Given information =>
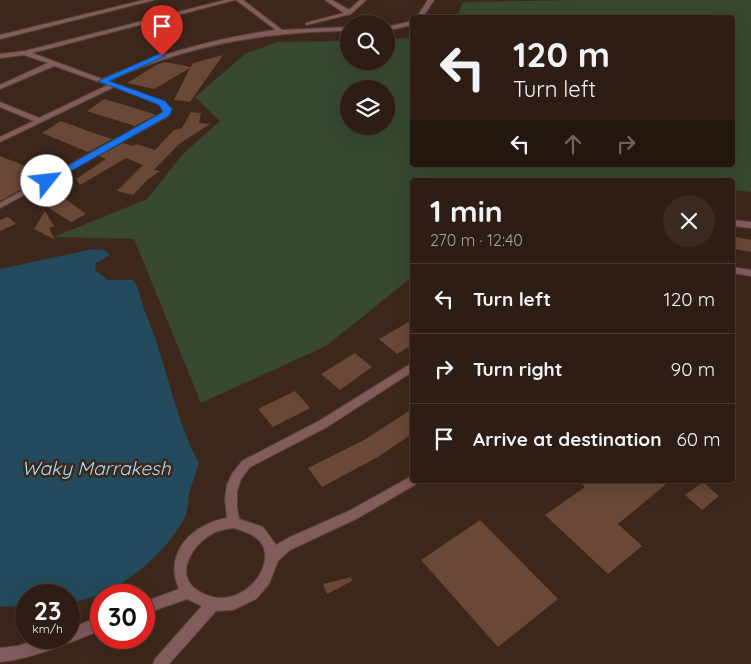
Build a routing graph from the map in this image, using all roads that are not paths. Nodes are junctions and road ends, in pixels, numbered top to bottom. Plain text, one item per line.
1 (151, 0) edge
2 (232, 0) edge
3 (239, 0) edge
4 (328, 0) edge
5 (363, 0) edge
6 (431, 0) edge
7 (349, 13) junction
8 (421, 15) edge
9 (410, 23) edge
10 (395, 27) edge
11 (340, 29) edge
12 (282, 30) junction
13 (0, 37) edge
14 (25, 53) junction
15 (0, 56) edge
16 (54, 63) junction
17 (102, 81) junction
18 (113, 85) junction
19 (0, 87) edge
20 (0, 104) edge
21 (40, 121) junction
22 (0, 140) edge
23 (0, 206) edge
24 (735, 223) edge
25 (751, 225) edge
26 (735, 270) edge
27 (751, 273) edge
28 (410, 368) edge
29 (410, 482) edge
30 (234, 523) junction
31 (273, 557) junction
32 (188, 592) junction
33 (155, 604) edge
34 (212, 604) junction
35 (30, 649) edge
36 (0, 655) edge
37 (160, 664) edge

1 - 13 street
2 - 14 street
3 - 12 street
4 - 7 street
5 - 7 street
6 - 8 street
7 - 12 street
9 - 10 street
11 - 12 street
12 - 17 street
14 - 15 street
14 - 16 street
16 - 17 street
16 - 19 street
17 - 18 street
18 - 21 street
18 - 23 street
20 - 21 street
21 - 22 street
24 - 25 street
26 - 27 street
28 - 30 street
29 - 31 street
30 - 31 street
30 - 32 street
31 - 34 street
32 - 33 street
32 - 34 street
34 - 37 street
35 - 36 street

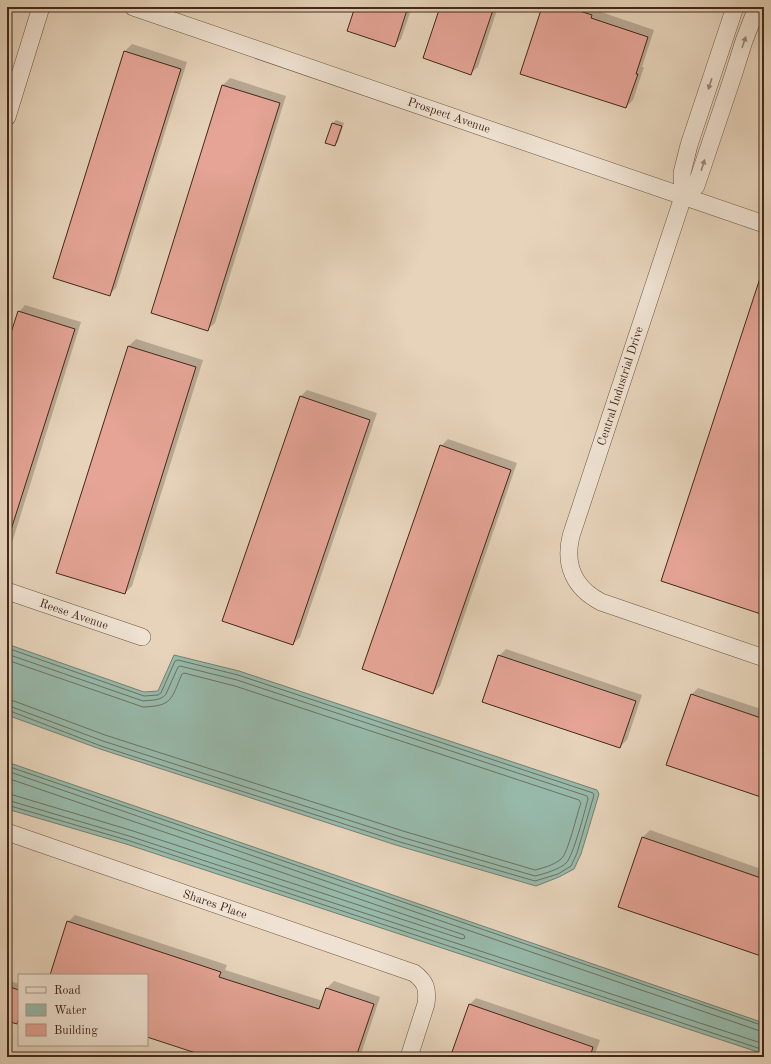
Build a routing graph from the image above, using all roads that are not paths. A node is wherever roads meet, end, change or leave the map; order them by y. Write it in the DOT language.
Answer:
graph roads {
  1 [pos="42,7"];
  2 [pos="133,7"];
  3 [pos="735,7"];
  4 [pos="757,7"];
  5 [pos="7,117"];
  6 [pos="683,197"];
  7 [pos="764,224"];
  8 [pos="7,591"];
  9 [pos="142,637"];
  10 [pos="764,658"];
  11 [pos="7,832"];
  12 [pos="409,1057"];
  1 -- 5 [label="street"];
  2 -- 6 [label="street, Prospect Avenue"];
  3 -- 6 [label="street, Central Industrial Drive, one-way"];
  6 -- 4 [label="street, Central Industrial Drive, one-way"];
  6 -- 7 [label="street, Prospect Avenue"];
  6 -- 10 [label="street, Central Industrial Drive"];
  8 -- 9 [label="street, Reese Avenue"];
  11 -- 12 [label="street, Shares Place"];
}
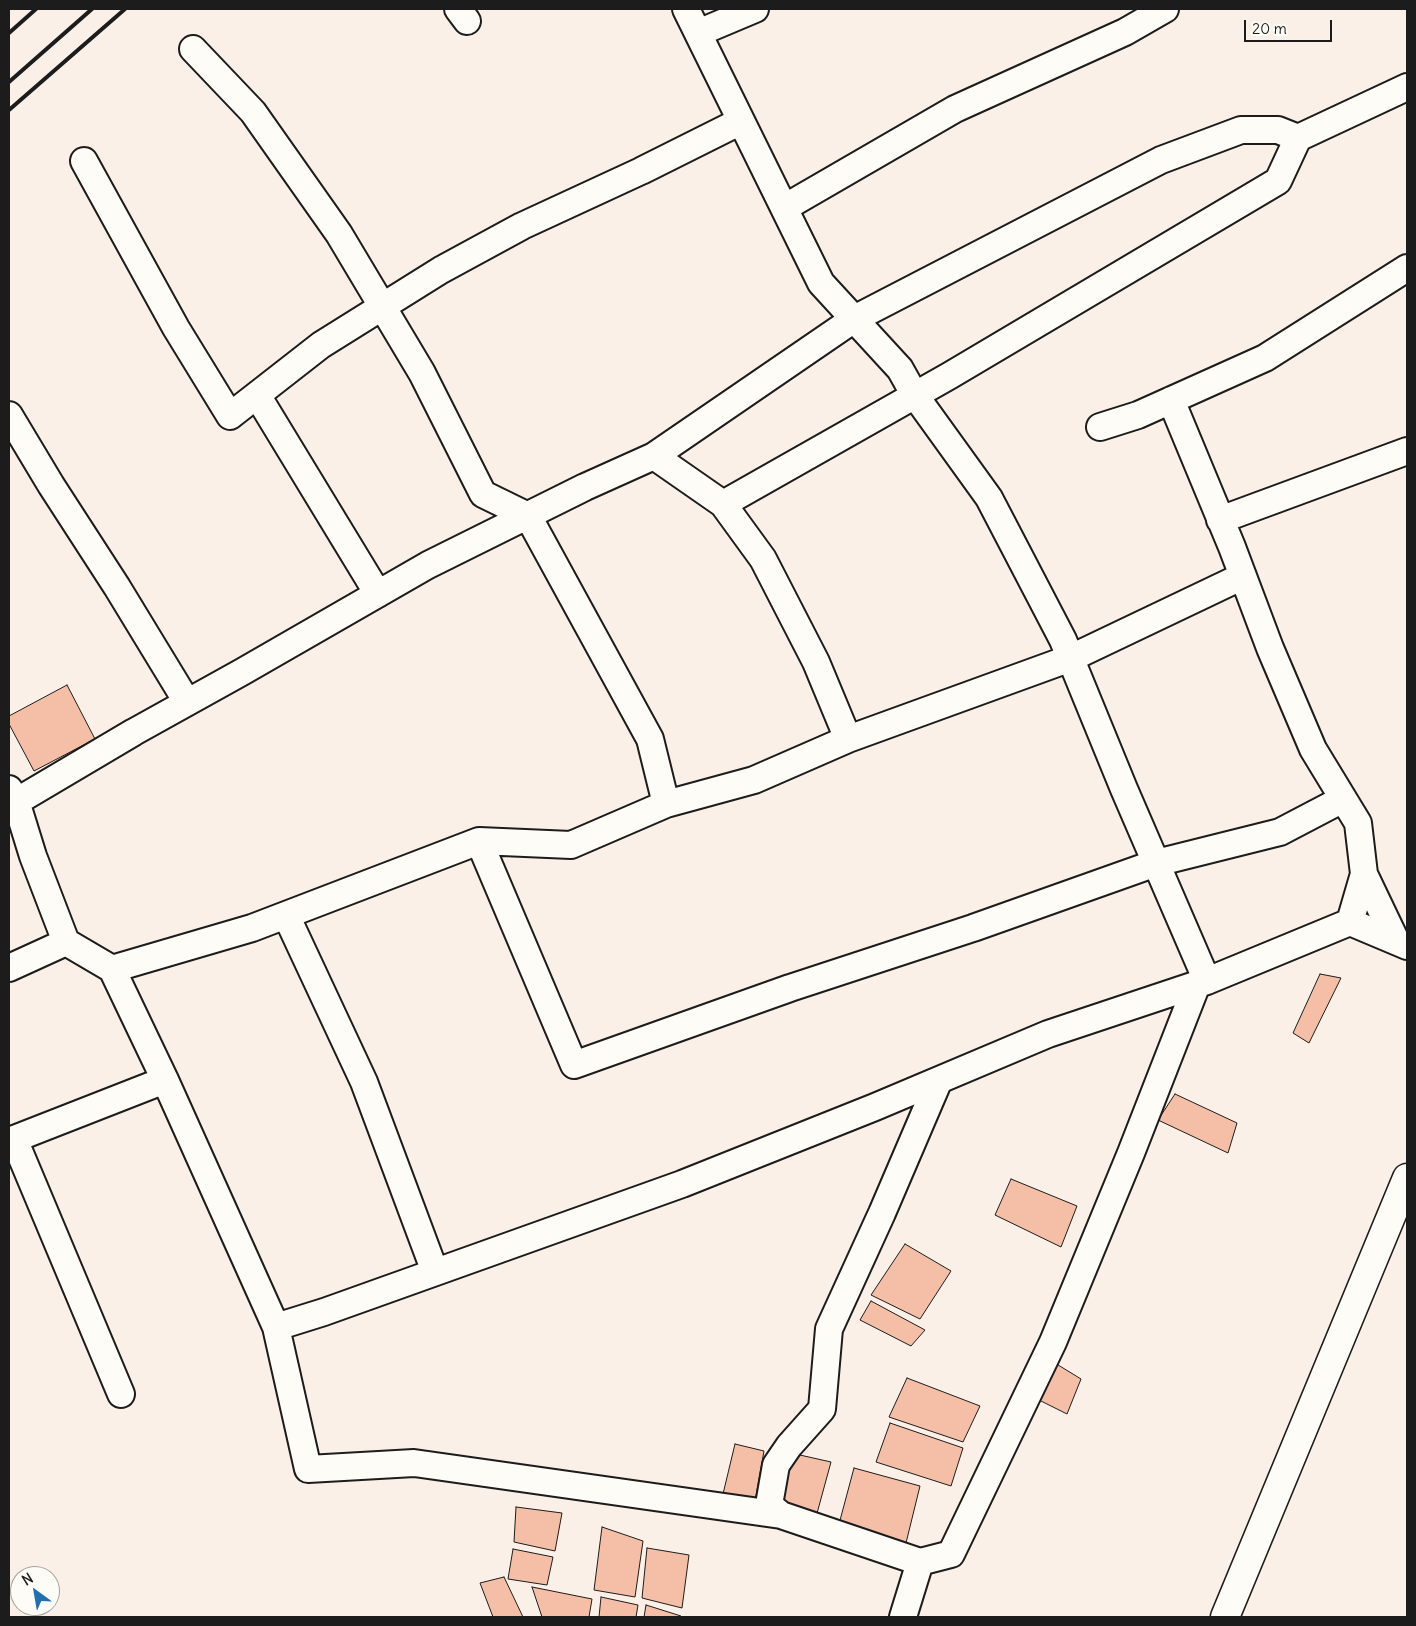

What you have to do =>
Set down each line of the material exactly and skip every image.

Written solution =>
Build a routing graph from the map in this image, using all roads that are not paths. Nodes are junctions and road ends, in pixels, numbered top to bottom. Plain text, one item per line.
1 (151, 0) edge
2 (232, 0) edge
3 (239, 0) edge
4 (328, 0) edge
5 (363, 0) edge
6 (431, 0) edge
7 (349, 13) junction
8 (421, 15) edge
9 (410, 23) edge
10 (395, 27) edge
11 (340, 29) edge
12 (282, 30) junction
13 (0, 37) edge
14 (25, 53) junction
15 (0, 56) edge
16 (54, 63) junction
17 (102, 81) junction
18 (113, 85) junction
19 (0, 87) edge
20 (0, 104) edge
21 (40, 121) junction
22 (0, 140) edge
23 (0, 206) edge
24 (735, 223) edge
25 (751, 225) edge
26 (735, 270) edge
27 (751, 273) edge
28 (410, 368) edge
29 (410, 482) edge
30 (234, 523) junction
31 (273, 557) junction
32 (188, 592) junction
33 (155, 604) edge
34 (212, 604) junction
35 (30, 649) edge
36 (0, 655) edge
37 (160, 664) edge

1 - 13 street
2 - 14 street
3 - 12 street
4 - 7 street
5 - 7 street
6 - 8 street
7 - 12 street
9 - 10 street
11 - 12 street
12 - 17 street
14 - 15 street
14 - 16 street
16 - 17 street
16 - 19 street
17 - 18 street
18 - 21 street
18 - 23 street
20 - 21 street
21 - 22 street
24 - 25 street
26 - 27 street
28 - 30 street
29 - 31 street
30 - 31 street
30 - 32 street
31 - 34 street
32 - 33 street
32 - 34 street
34 - 37 street
35 - 36 street

Build a routing graph from the image above, using all roads that are not paths. A node is wherever roads meet, end, change or leave the map; order them by y. Write it in the DOT language.
Answer:
graph roads {
  1 [pos="42,7"];
  2 [pos="133,7"];
  3 [pos="735,7"];
  4 [pos="757,7"];
  5 [pos="7,117"];
  6 [pos="683,197"];
  7 [pos="764,224"];
  8 [pos="7,591"];
  9 [pos="142,637"];
  10 [pos="764,658"];
  11 [pos="7,832"];
  12 [pos="409,1057"];
  1 -- 5 [label="street"];
  2 -- 6 [label="street, Prospect Avenue"];
  3 -- 6 [label="street, Central Industrial Drive, one-way"];
  6 -- 4 [label="street, Central Industrial Drive, one-way"];
  6 -- 7 [label="street, Prospect Avenue"];
  6 -- 10 [label="street, Central Industrial Drive"];
  8 -- 9 [label="street, Reese Avenue"];
  11 -- 12 [label="street, Shares Place"];
}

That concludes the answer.